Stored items
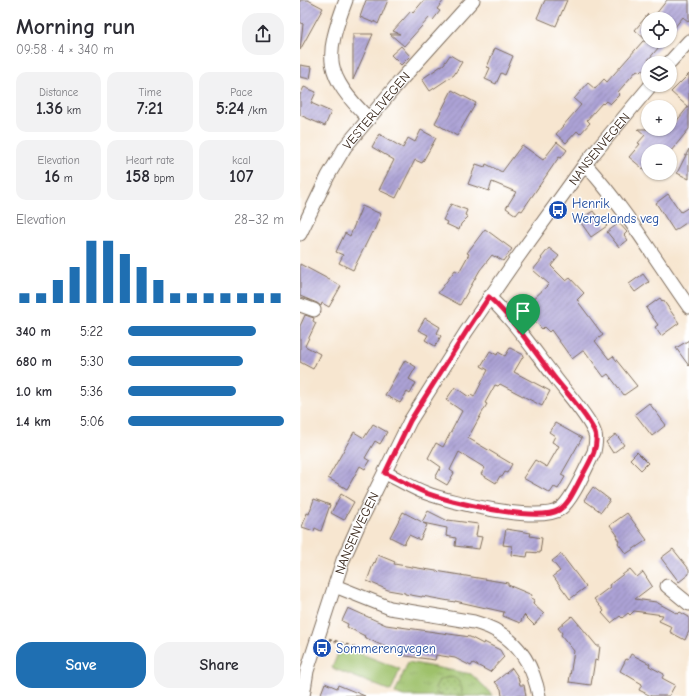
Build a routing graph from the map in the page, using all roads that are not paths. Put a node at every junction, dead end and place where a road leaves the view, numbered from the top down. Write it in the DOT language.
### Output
graph roads {
  1 [pos="346,0"];
  2 [pos="473,0"];
  3 [pos="689,41"];
  4 [pos="675,56"];
  5 [pos="645,92"];
  6 [pos="369,119"];
  7 [pos="585,164"];
  8 [pos="300,234"];
  9 [pos="489,297"];
  10 [pos="300,305"];
  11 [pos="689,307"];
  12 [pos="314,310"];
  13 [pos="385,473"];
  14 [pos="335,586"];
  15 [pos="667,586"];
  16 [pos="689,604"];
  17 [pos="303,670"];
  18 [pos="304,695"];
  19 [pos="539,696"];
  1 -- 6 [label="street"];
  2 -- 6 [label="street, VESTERLIVEGEN"];
  3 -- 4 [label="street"];
  5 -- 7 [label="street, NANSENVEGEN"];
  6 -- 8 [label="street, VESTERLIVEGEN"];
  7 -- 9 [label="street, NANSENVEGEN"];
  7 -- 11 [label="street"];
  9 -- 13 [label="street, NANSENVEGEN"];
  9 -- 13 [label="street"];
  10 -- 12 [label="street"];
  13 -- 14 [label="street, NANSENVEGEN"];
  14 -- 17 [label="street, NANSENVEGEN"];
  14 -- 19 [label="street, NANSENVEGEN"];
  15 -- 16 [label="street"];
  17 -- 18 [label="street, NANSENVEGEN"];
}
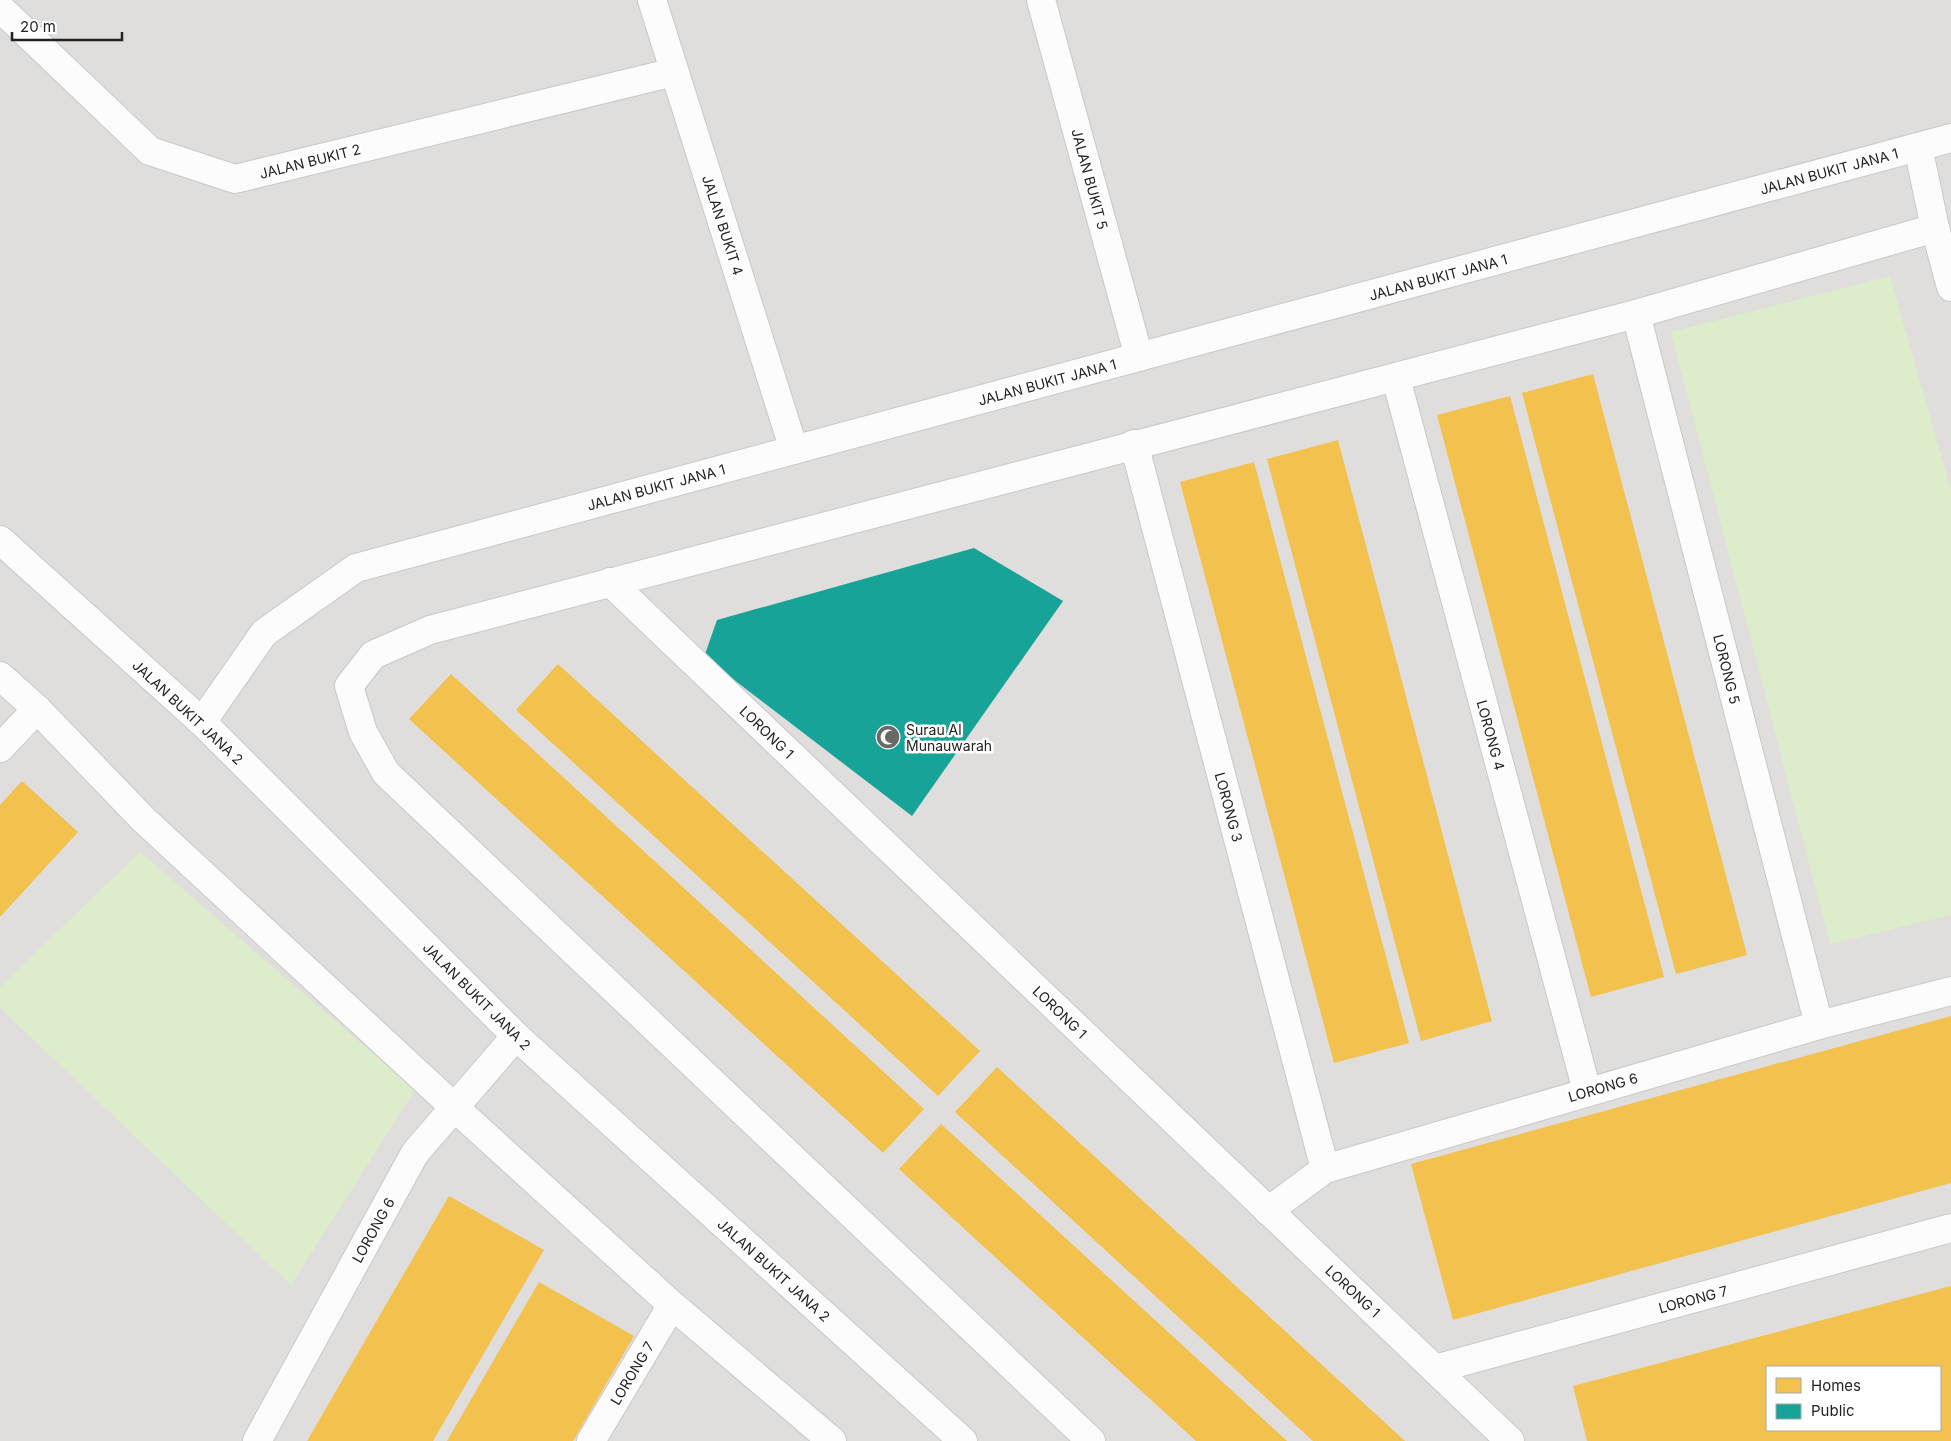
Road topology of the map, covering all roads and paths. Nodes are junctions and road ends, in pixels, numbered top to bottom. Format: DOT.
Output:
graph roads {
  1 [pos="652,0"];
  2 [pos="1041,0"];
  3 [pos="0,8"];
  4 [pos="674,72"];
  5 [pos="1951,138"];
  6 [pos="1918,147"];
  7 [pos="1935,228"];
  8 [pos="1951,287"];
  9 [pos="1636,314"];
  10 [pos="1139,357"];
  11 [pos="1396,378"];
  12 [pos="1134,444"];
  13 [pos="794,450"];
  14 [pos="0,540"];
  15 [pos="610,582"];
  16 [pos="0,676"];
  17 [pos="37,709"];
  18 [pos="202,722"];
  19 [pos="0,748"];
  20 [pos="1951,991"];
  21 [pos="1819,1025"];
  22 [pos="516,1036"];
  23 [pos="1587,1091"];
  24 [pos="455,1108"];
  25 [pos="1325,1169"];
  26 [pos="1268,1211"];
  27 [pos="1951,1228"];
  28 [pos="672,1305"];
  29 [pos="1435,1369"];
  30 [pos="256,1441"];
  31 [pos="591,1441"];
  32 [pos="832,1441"];
  33 [pos="963,1441"];
  34 [pos="1091,1441"];
  35 [pos="1510,1441"];
  1 -- 4 [label="street, JALAN BUKIT 4"];
  2 -- 10 [label="street, JALAN BUKIT 5"];
  3 -- 4 [label="street, JALAN BUKIT 2"];
  4 -- 13 [label="street, JALAN BUKIT 4"];
  5 -- 6 [label="street, JALAN BUKIT JANA 1"];
  6 -- 7 [label="street"];
  6 -- 10 [label="street, JALAN BUKIT JANA 1"];
  7 -- 8 [label="street"];
  7 -- 9 [label="street"];
  9 -- 11 [label="street"];
  9 -- 21 [label="street, LORONG 5"];
  10 -- 13 [label="street, JALAN BUKIT JANA 1"];
  11 -- 12 [label="street"];
  11 -- 23 [label="street, LORONG 4"];
  12 -- 15 [label="street"];
  12 -- 25 [label="street, LORONG 3"];
  13 -- 18 [label="street, JALAN BUKIT JANA 1"];
  14 -- 18 [label="street, JALAN BUKIT JANA 2"];
  15 -- 26 [label="street, LORONG 1"];
  15 -- 34 [label="street"];
  16 -- 17 [label="street"];
  17 -- 19 [label="street"];
  17 -- 24 [label="street"];
  18 -- 22 [label="street, JALAN BUKIT JANA 2"];
  20 -- 21 [label="street, LORONG 6"];
  21 -- 23 [label="street, LORONG 6"];
  22 -- 24 [label="street, LORONG 6"];
  22 -- 33 [label="street, JALAN BUKIT JANA 2"];
  23 -- 25 [label="street, LORONG 6"];
  24 -- 28 [label="street"];
  24 -- 30 [label="street, LORONG 6"];
  25 -- 26 [label="street, LORONG 6"];
  26 -- 29 [label="street, LORONG 1"];
  27 -- 29 [label="street, LORONG 7"];
  28 -- 31 [label="street, LORONG 7"];
  28 -- 32 [label="street"];
  29 -- 35 [label="street, LORONG 1"];
}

Instructions to follow
Exclude the pictures, then write out every record exactly as it stands.

Answer area
Build a routing graph from the map in the page, using all roads that are not paths. Put a node at every junction, dead end and place where a road leaves the view, numbered from the top down. Write it in the DOT language.
### Output
graph roads {
  1 [pos="346,0"];
  2 [pos="473,0"];
  3 [pos="689,41"];
  4 [pos="675,56"];
  5 [pos="645,92"];
  6 [pos="369,119"];
  7 [pos="585,164"];
  8 [pos="300,234"];
  9 [pos="489,297"];
  10 [pos="300,305"];
  11 [pos="689,307"];
  12 [pos="314,310"];
  13 [pos="385,473"];
  14 [pos="335,586"];
  15 [pos="667,586"];
  16 [pos="689,604"];
  17 [pos="303,670"];
  18 [pos="304,695"];
  19 [pos="539,696"];
  1 -- 6 [label="street"];
  2 -- 6 [label="street, VESTERLIVEGEN"];
  3 -- 4 [label="street"];
  5 -- 7 [label="street, NANSENVEGEN"];
  6 -- 8 [label="street, VESTERLIVEGEN"];
  7 -- 9 [label="street, NANSENVEGEN"];
  7 -- 11 [label="street"];
  9 -- 13 [label="street, NANSENVEGEN"];
  9 -- 13 [label="street"];
  10 -- 12 [label="street"];
  13 -- 14 [label="street, NANSENVEGEN"];
  14 -- 17 [label="street, NANSENVEGEN"];
  14 -- 19 [label="street, NANSENVEGEN"];
  15 -- 16 [label="street"];
  17 -- 18 [label="street, NANSENVEGEN"];
}
Road topology of the map, covering all roads and paths. Nodes are junctions and road ends, in pixels, numbered top to bottom. Format: DOT.
Output:
graph roads {
  1 [pos="652,0"];
  2 [pos="1041,0"];
  3 [pos="0,8"];
  4 [pos="674,72"];
  5 [pos="1951,138"];
  6 [pos="1918,147"];
  7 [pos="1935,228"];
  8 [pos="1951,287"];
  9 [pos="1636,314"];
  10 [pos="1139,357"];
  11 [pos="1396,378"];
  12 [pos="1134,444"];
  13 [pos="794,450"];
  14 [pos="0,540"];
  15 [pos="610,582"];
  16 [pos="0,676"];
  17 [pos="37,709"];
  18 [pos="202,722"];
  19 [pos="0,748"];
  20 [pos="1951,991"];
  21 [pos="1819,1025"];
  22 [pos="516,1036"];
  23 [pos="1587,1091"];
  24 [pos="455,1108"];
  25 [pos="1325,1169"];
  26 [pos="1268,1211"];
  27 [pos="1951,1228"];
  28 [pos="672,1305"];
  29 [pos="1435,1369"];
  30 [pos="256,1441"];
  31 [pos="591,1441"];
  32 [pos="832,1441"];
  33 [pos="963,1441"];
  34 [pos="1091,1441"];
  35 [pos="1510,1441"];
  1 -- 4 [label="street, JALAN BUKIT 4"];
  2 -- 10 [label="street, JALAN BUKIT 5"];
  3 -- 4 [label="street, JALAN BUKIT 2"];
  4 -- 13 [label="street, JALAN BUKIT 4"];
  5 -- 6 [label="street, JALAN BUKIT JANA 1"];
  6 -- 7 [label="street"];
  6 -- 10 [label="street, JALAN BUKIT JANA 1"];
  7 -- 8 [label="street"];
  7 -- 9 [label="street"];
  9 -- 11 [label="street"];
  9 -- 21 [label="street, LORONG 5"];
  10 -- 13 [label="street, JALAN BUKIT JANA 1"];
  11 -- 12 [label="street"];
  11 -- 23 [label="street, LORONG 4"];
  12 -- 15 [label="street"];
  12 -- 25 [label="street, LORONG 3"];
  13 -- 18 [label="street, JALAN BUKIT JANA 1"];
  14 -- 18 [label="street, JALAN BUKIT JANA 2"];
  15 -- 26 [label="street, LORONG 1"];
  15 -- 34 [label="street"];
  16 -- 17 [label="street"];
  17 -- 19 [label="street"];
  17 -- 24 [label="street"];
  18 -- 22 [label="street, JALAN BUKIT JANA 2"];
  20 -- 21 [label="street, LORONG 6"];
  21 -- 23 [label="street, LORONG 6"];
  22 -- 24 [label="street, LORONG 6"];
  22 -- 33 [label="street, JALAN BUKIT JANA 2"];
  23 -- 25 [label="street, LORONG 6"];
  24 -- 28 [label="street"];
  24 -- 30 [label="street, LORONG 6"];
  25 -- 26 [label="street, LORONG 6"];
  26 -- 29 [label="street, LORONG 1"];
  27 -- 29 [label="street, LORONG 7"];
  28 -- 31 [label="street, LORONG 7"];
  28 -- 32 [label="street"];
  29 -- 35 [label="street, LORONG 1"];
}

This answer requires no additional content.